Durante la pandemia te podías sentar y hasta sobraban asientos.

Sensación ambigua. Por un lado era agradable, ya que siempre había un lugar disponible, generando de alguna manera una especie de exclusividad y descanso durante el viaje; y por otro lado era de velorio la cuestión, de un desconcierto temeroso, distanciador y angustiante. Distante por las medidas  porque en esos viajes la intuición de unión, de compañerismo se sentía.

Nos vimos las caras tristes, preocupadas y asustadas debajo del barbijo. Éramos los que no nos podíamos aislar, pero así y todo viajamos sentados. 

Inseguridad, duda, pero el asiento estaba ahí, libre, con esa tela de pana azul que el solo hecho de ver cómo acumula hongos se me es inevitable imaginarlos conviviendo con el Covid-19, pero libres, asientos libres al fin.

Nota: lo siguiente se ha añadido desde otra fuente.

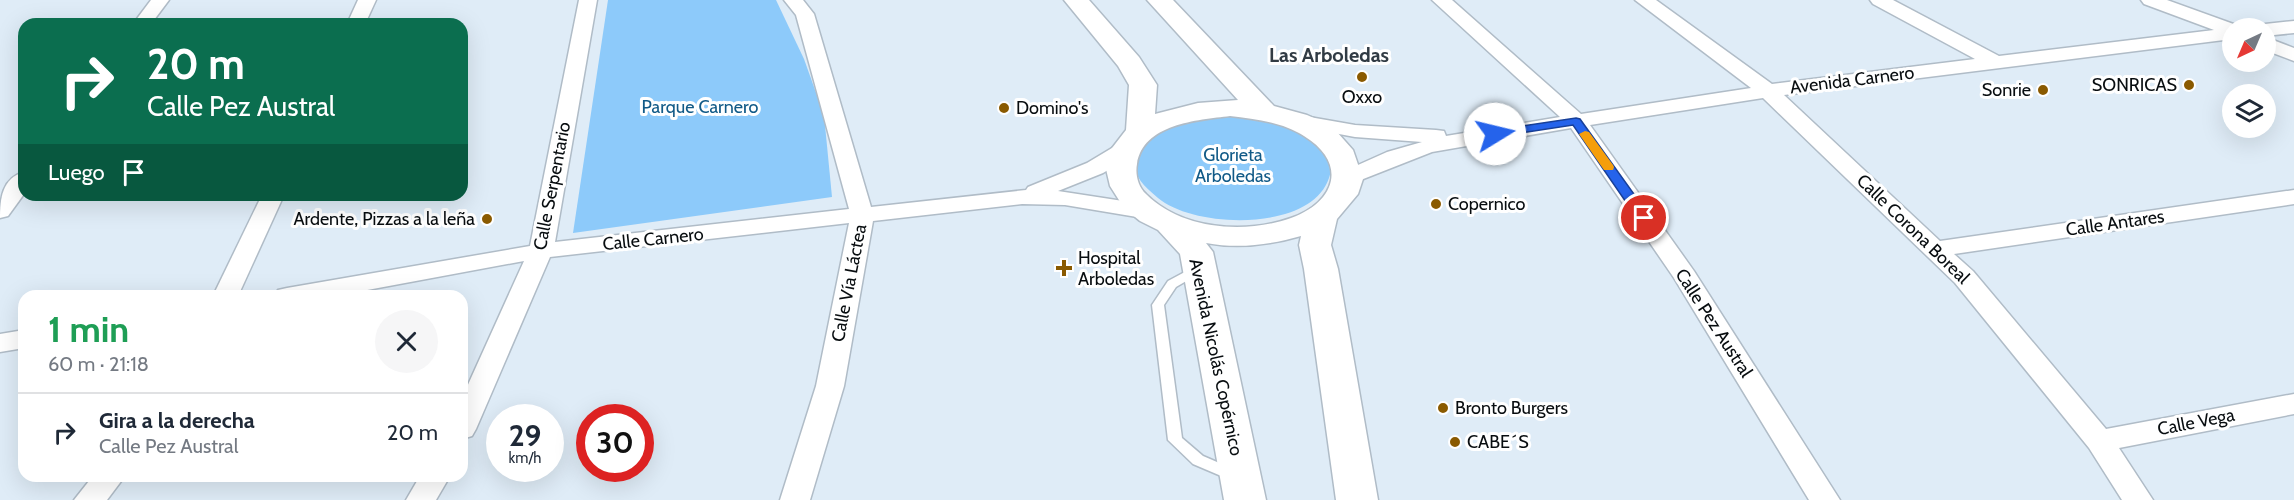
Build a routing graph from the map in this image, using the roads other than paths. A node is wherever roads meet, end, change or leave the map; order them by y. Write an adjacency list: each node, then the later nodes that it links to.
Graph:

Hafefobia total en las calles.

Fue divertido vernos entrar y evitar tocar todo, los caños amarillos para sostenerse, las paredes, la puerta. Nada se podía tocar, ahora todo tenía espinas o quemaba.

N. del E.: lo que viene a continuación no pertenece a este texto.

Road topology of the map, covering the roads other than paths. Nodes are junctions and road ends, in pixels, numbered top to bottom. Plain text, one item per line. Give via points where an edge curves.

Y esos valientes sin vergüenza, los que rociaban el aire al avanzar, sanitizando todo a su camino y al llegar al asiento, los que tenían botellones de litro rebajados al treinta, gatillaban a gran velocidad descargando mililitros de desinfectante en el asiento. Mirándolo a este con cara no de alguien que simplemente se sienta, si no con seguridad y tensión, desde muy cerca como si pudieran ver al virus. Al sentarse hacían como un abanico con el pulverizador de un lado a otro, rociando su metro a la redonda; y podías ver caer el alcohol como una lluvia suave, efímera, jugando entre los melancólicos y tibios rayos de sol, que penetran en el pasillo del tren semi vacío.

Podías viajar sentado en cualquier tramo de lo que sea, en tren, colectivo. 

¿Y ahora? ¿Qué pasa?

¡¿Qué descarados, verdad?!

Ahora nos vuelven con lo de viajar parados y apretados, como si fuese que ya pasó todo o peor aún, como si no hubiese pasado nada.

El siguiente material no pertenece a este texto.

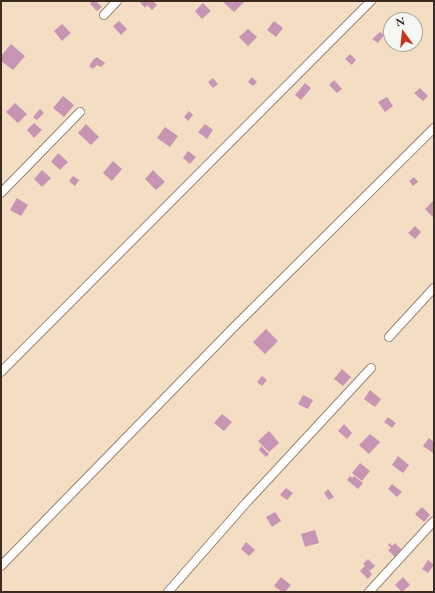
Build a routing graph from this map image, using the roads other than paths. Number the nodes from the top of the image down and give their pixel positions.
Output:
1 (117, 1) edge
2 (371, 1) edge
3 (104, 15) dead end
4 (80, 112) dead end
5 (434, 128) edge
6 (1, 193) edge
7 (434, 288) edge
8 (389, 337) dead end
9 (371, 368) dead end
10 (1, 372) edge
11 (434, 521) edge
12 (1, 566) edge
13 (168, 592) edge
14 (370, 592) edge

1 - 3 street
2 - 10 street
4 - 6 street
5 - 12 street
7 - 8 street
9 - 13 street
11 - 14 street

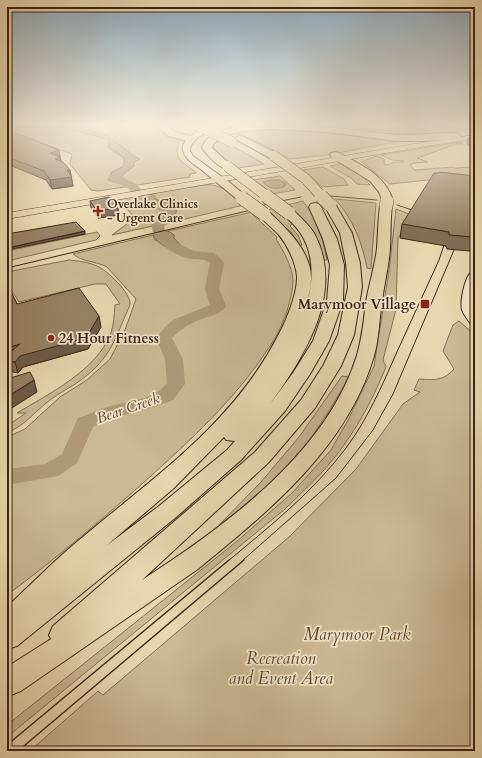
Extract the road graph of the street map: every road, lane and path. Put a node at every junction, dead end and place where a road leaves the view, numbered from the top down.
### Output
1 (195, 159) edge
2 (219, 159) edge
3 (264, 159) edge
4 (279, 159) edge
5 (323, 159) edge
6 (342, 159) edge
7 (357, 159) edge
8 (362, 170) junction
9 (216, 177) junction
10 (127, 193) junction
11 (322, 206) junction
12 (7, 210) edge
13 (7, 216) edge
14 (475, 273) edge
15 (473, 319) edge
16 (37, 614) junction
17 (7, 624) edge
18 (7, 637) edge
19 (9, 683) edge

1 - 9 main road
2 - 16 highway, bridge
3 - 11 highway
4 - 11 highway, bridge
5 - 9 main road
6 - 8 highway
7 - 8 highway
8 - 19 highway
9 - 10 main road
9 - 17 highway, bridge
10 - 12 main road
10 - 13 main road
11 - 16 highway
11 - 19 highway
14 - 15 main road
16 - 18 highway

Me parece un timo de lo más cruel.

Otra vez el ortiva que no para, que mira para el costado.

Otra vez la espera, que se rompió o que se yo.

Otra vez los insultos y la bronca matutina.

CARAJO

¡Exijo justicia! 

¡Por los cuerpos cansados de las seis!

¡Exijo viajar cómodo a producir!

¡Por sus ganancias y nuestros tiempos!

¡Exijo, exijo justicia viejo!

Esto al fin y al cabo es lo mismo de siempre, ¡la re concha puta de la lora! ¡Que hijos de yuta son!